___ Exercise material ___

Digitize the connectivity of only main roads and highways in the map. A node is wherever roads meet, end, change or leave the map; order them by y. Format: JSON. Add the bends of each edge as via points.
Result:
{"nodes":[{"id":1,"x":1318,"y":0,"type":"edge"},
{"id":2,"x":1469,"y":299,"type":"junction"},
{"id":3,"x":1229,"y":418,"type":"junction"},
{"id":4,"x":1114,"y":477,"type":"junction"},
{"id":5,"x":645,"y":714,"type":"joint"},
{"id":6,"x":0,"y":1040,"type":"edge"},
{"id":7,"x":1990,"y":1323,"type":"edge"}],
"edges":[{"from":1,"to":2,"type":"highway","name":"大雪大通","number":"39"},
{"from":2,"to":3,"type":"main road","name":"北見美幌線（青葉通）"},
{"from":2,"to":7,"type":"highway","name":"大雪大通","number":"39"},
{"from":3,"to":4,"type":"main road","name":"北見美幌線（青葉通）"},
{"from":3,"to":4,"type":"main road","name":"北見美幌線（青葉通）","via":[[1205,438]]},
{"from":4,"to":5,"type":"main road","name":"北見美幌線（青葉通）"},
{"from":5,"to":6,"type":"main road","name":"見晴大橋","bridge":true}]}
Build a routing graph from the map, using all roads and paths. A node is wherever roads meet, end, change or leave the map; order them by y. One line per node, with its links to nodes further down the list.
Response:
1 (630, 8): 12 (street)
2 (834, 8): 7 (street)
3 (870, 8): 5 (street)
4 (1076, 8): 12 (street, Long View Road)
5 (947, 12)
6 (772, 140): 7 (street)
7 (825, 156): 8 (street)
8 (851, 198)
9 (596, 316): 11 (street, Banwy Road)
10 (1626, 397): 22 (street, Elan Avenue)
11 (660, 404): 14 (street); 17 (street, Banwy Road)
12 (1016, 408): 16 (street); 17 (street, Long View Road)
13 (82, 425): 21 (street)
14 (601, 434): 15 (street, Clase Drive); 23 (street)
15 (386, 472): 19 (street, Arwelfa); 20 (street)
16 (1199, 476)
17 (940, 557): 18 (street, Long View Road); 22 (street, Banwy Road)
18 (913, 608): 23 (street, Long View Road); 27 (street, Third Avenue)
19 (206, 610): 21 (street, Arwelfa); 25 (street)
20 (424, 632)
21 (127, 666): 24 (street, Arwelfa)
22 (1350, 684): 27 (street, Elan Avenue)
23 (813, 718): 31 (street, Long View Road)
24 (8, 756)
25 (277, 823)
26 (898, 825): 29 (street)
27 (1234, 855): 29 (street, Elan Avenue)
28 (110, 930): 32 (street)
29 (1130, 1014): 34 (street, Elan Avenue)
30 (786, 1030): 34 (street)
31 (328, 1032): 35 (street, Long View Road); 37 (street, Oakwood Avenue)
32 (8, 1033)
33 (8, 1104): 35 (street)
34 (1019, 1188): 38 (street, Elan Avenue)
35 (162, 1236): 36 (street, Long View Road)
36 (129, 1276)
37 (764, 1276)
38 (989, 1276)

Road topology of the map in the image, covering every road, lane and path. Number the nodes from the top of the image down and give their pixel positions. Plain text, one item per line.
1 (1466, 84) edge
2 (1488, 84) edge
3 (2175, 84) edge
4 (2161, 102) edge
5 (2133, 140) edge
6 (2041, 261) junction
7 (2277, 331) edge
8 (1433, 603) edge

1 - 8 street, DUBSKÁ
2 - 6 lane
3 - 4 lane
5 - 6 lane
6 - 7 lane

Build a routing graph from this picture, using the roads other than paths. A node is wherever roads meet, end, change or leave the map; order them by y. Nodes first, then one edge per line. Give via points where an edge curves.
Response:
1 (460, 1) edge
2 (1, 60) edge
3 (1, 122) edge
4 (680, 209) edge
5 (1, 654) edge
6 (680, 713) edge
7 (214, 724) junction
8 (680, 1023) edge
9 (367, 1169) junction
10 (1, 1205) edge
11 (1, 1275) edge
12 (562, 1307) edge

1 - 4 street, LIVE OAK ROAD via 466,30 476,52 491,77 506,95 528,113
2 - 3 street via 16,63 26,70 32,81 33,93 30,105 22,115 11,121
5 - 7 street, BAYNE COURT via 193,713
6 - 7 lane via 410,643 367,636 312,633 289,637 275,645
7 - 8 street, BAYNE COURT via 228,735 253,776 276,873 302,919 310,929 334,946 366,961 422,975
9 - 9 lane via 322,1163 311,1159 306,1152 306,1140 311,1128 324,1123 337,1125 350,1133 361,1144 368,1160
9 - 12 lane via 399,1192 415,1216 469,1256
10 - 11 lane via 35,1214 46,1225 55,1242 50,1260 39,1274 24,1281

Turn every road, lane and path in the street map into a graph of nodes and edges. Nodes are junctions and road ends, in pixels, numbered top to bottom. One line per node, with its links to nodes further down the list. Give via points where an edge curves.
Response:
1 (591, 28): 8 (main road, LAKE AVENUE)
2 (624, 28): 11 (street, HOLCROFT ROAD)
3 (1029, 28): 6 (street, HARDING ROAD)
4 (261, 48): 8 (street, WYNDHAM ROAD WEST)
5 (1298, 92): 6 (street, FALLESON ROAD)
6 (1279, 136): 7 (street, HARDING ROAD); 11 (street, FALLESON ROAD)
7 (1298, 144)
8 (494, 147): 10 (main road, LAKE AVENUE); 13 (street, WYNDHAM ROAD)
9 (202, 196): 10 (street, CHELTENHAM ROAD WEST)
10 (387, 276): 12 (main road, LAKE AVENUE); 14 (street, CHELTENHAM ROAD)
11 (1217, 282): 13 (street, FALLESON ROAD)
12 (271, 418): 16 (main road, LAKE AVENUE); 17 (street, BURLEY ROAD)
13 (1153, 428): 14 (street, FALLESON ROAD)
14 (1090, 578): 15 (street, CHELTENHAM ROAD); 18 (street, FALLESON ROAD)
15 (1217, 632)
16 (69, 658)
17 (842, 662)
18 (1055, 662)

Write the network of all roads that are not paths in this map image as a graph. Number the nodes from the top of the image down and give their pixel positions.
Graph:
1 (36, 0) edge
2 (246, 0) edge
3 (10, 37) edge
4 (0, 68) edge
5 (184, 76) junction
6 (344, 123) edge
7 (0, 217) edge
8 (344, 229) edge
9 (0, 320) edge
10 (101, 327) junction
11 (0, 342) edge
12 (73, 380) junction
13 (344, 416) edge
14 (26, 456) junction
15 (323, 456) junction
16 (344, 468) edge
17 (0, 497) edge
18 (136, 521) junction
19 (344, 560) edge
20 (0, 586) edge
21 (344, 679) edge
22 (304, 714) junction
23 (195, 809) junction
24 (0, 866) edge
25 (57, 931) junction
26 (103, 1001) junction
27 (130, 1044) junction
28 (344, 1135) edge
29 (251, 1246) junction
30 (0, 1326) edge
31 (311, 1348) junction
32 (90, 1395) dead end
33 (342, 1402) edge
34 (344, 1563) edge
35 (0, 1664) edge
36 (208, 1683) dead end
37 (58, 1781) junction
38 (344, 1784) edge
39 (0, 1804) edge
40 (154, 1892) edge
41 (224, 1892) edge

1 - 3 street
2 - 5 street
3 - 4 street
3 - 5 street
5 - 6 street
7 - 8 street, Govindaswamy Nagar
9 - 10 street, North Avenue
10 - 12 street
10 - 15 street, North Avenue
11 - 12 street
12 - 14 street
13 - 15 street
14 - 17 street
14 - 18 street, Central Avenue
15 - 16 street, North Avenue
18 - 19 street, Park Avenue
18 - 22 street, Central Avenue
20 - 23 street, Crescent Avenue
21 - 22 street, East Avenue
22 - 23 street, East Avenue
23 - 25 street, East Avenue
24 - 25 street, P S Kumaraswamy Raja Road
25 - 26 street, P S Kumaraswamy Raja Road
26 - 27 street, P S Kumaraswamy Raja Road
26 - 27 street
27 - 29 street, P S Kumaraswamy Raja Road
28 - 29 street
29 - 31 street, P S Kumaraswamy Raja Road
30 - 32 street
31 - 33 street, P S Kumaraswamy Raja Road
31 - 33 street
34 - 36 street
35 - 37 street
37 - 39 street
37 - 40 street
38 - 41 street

___

**Task requirements:** Wherever a line of the entries holds the string "leave", copy that line.

**Output for this task:**
Digitize the connectivity of only main roads and highways in the map. A node is wherever roads meet, end, change or leave the map; order them by y. Format: JSON. Add the bends of each edge as via points.
Build a routing graph from the map, using all roads and paths. A node is wherever roads meet, end, change or leave the map; order them by y. One line per node, with its links to nodes further down the list.
Build a routing graph from this picture, using the roads other than paths. A node is wherever roads meet, end, change or leave the map; order them by y. Nodes first, then one edge per line. Give via points where an edge curves.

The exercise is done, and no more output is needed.